**What the exercise asks:** Report every line in the records below that holds the word "from".

**Information provided:**
# # #

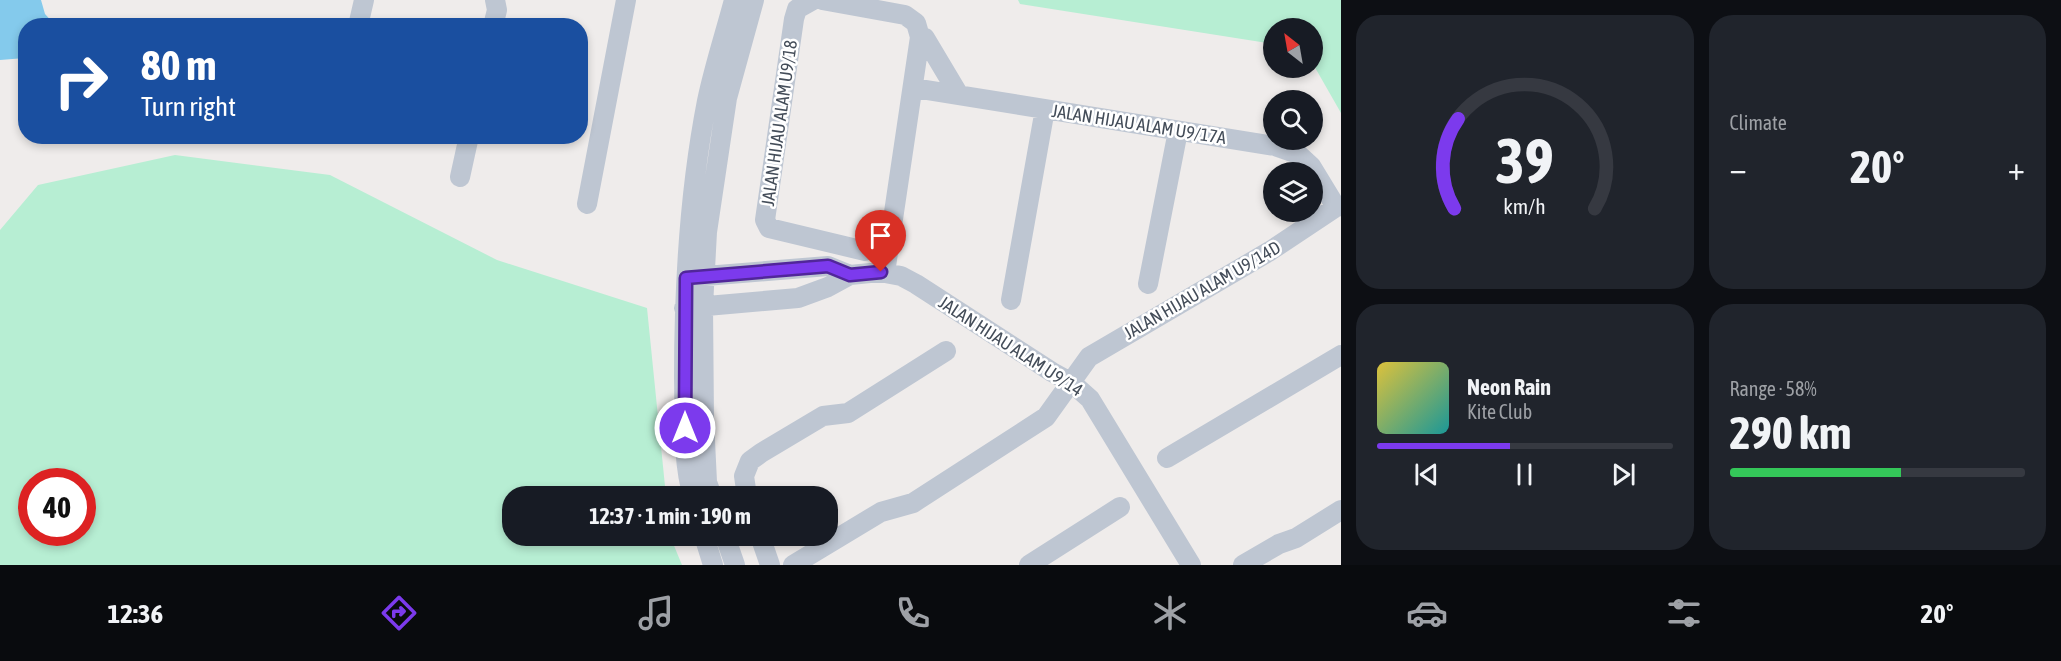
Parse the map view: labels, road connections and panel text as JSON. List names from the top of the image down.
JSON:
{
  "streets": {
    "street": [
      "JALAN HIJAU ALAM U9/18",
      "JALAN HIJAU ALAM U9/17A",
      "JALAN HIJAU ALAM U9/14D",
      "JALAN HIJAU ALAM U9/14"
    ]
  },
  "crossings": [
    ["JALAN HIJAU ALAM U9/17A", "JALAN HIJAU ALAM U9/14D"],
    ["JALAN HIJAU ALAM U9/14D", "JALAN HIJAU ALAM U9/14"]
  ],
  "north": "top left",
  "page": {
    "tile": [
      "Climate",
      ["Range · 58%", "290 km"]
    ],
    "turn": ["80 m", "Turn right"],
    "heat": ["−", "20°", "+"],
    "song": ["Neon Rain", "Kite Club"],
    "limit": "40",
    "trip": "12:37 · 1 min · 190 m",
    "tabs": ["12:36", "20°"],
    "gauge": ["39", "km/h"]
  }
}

# # #

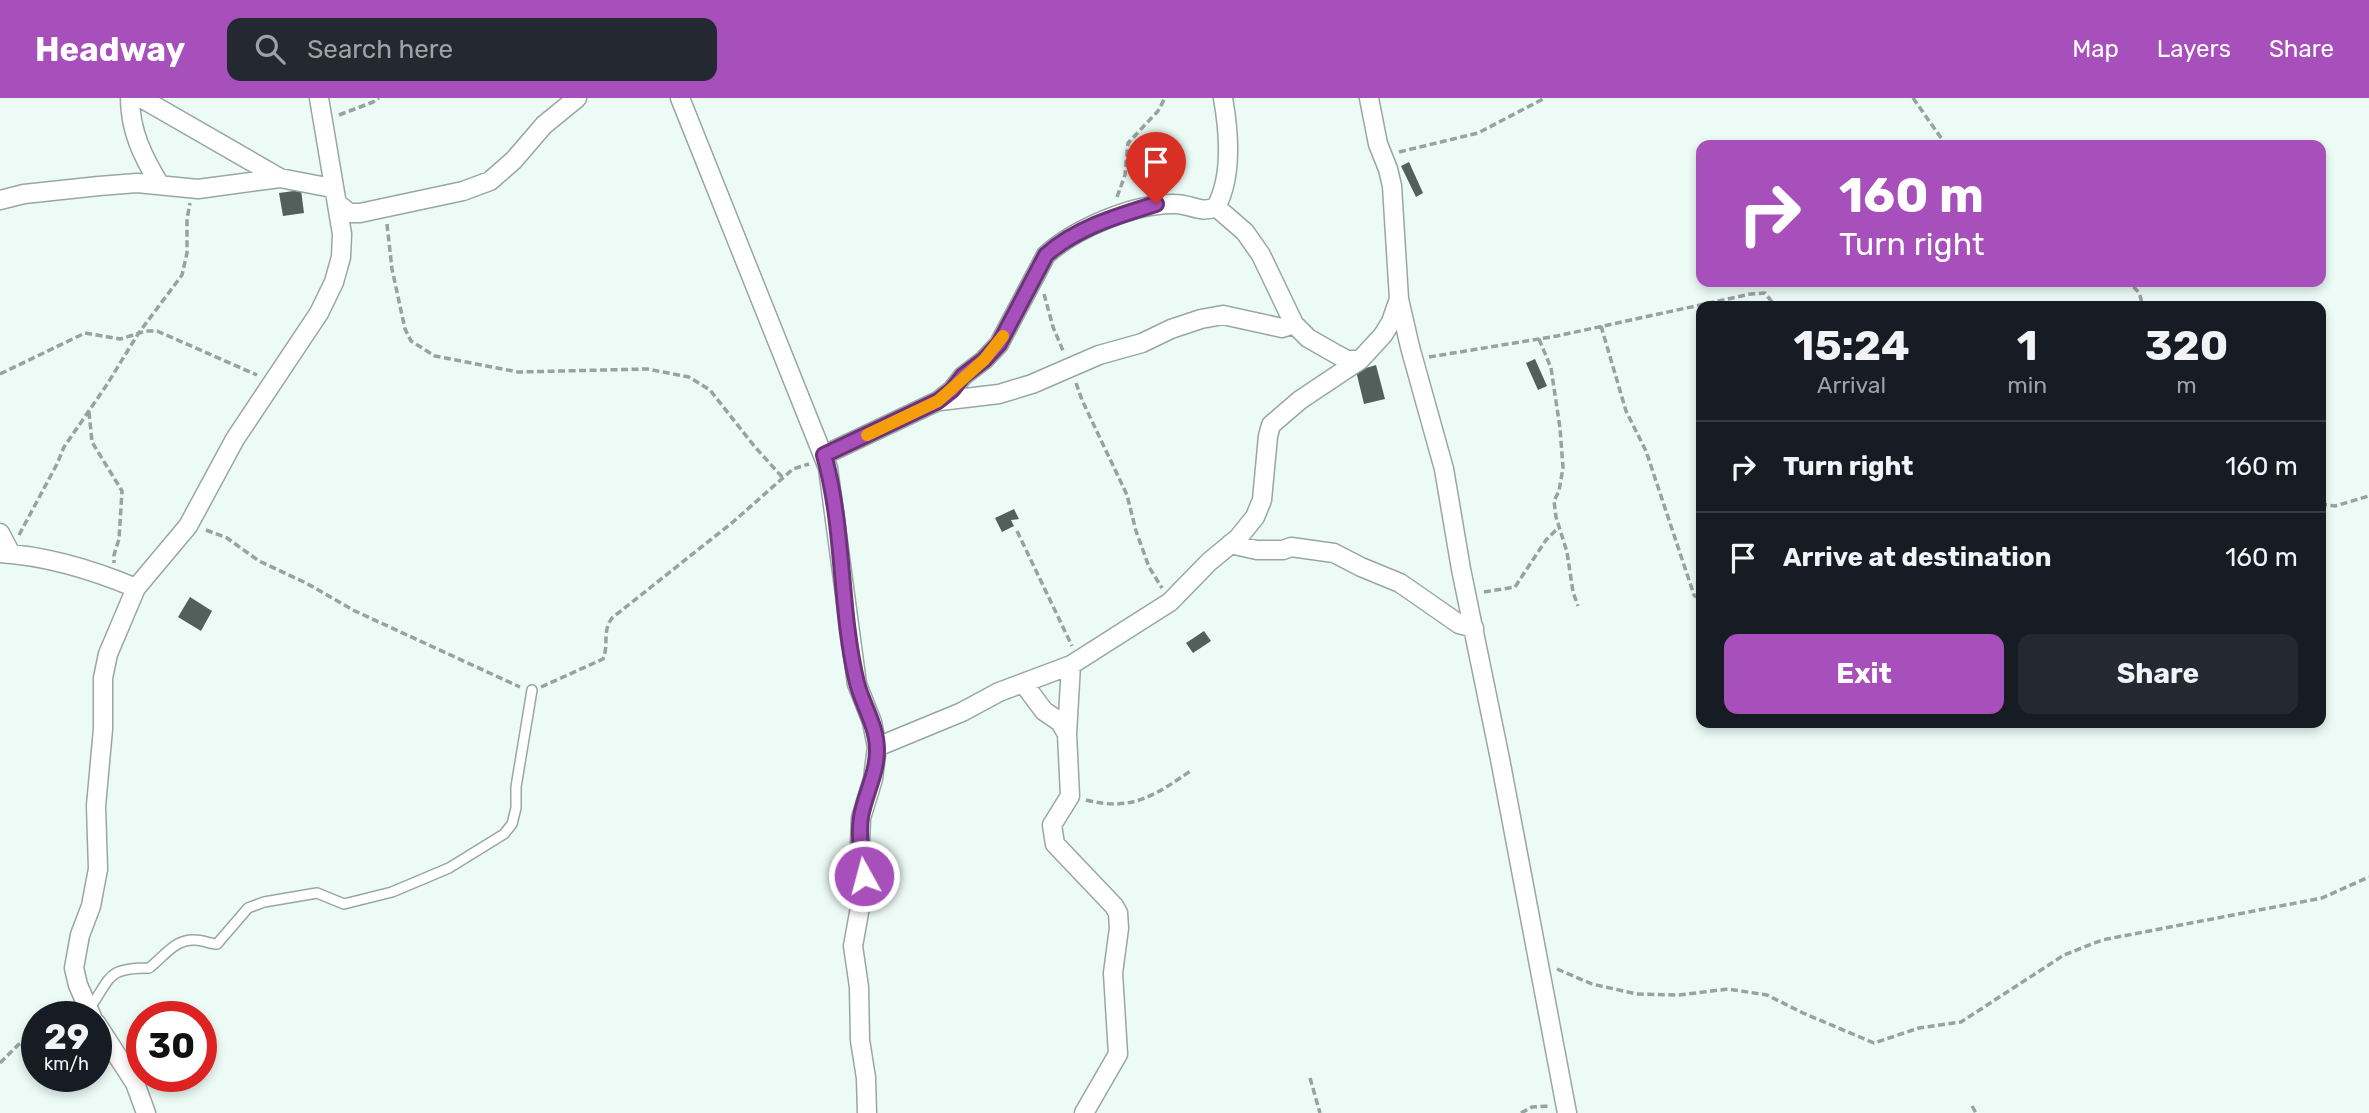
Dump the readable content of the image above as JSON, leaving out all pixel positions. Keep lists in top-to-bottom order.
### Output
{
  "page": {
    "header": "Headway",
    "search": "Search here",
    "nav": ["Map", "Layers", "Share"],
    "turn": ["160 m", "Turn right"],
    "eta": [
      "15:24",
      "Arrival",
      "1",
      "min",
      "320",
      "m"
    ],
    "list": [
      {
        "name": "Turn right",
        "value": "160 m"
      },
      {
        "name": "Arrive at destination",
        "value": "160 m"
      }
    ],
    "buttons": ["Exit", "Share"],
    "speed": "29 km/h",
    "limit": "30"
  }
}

# # #

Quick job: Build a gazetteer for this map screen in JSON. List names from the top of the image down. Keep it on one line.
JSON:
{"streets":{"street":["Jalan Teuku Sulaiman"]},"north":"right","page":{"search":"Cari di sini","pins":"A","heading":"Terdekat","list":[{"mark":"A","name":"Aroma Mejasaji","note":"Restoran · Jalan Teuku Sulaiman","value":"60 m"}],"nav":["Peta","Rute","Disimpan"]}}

# # #

**Completed task:**
Parse the map view: labels, road connections and panel text as JSON. List names from the top of the image down.
Quick job: Build a gazetteer for this map screen in JSON. List names from the top of the image down. Keep it on one line.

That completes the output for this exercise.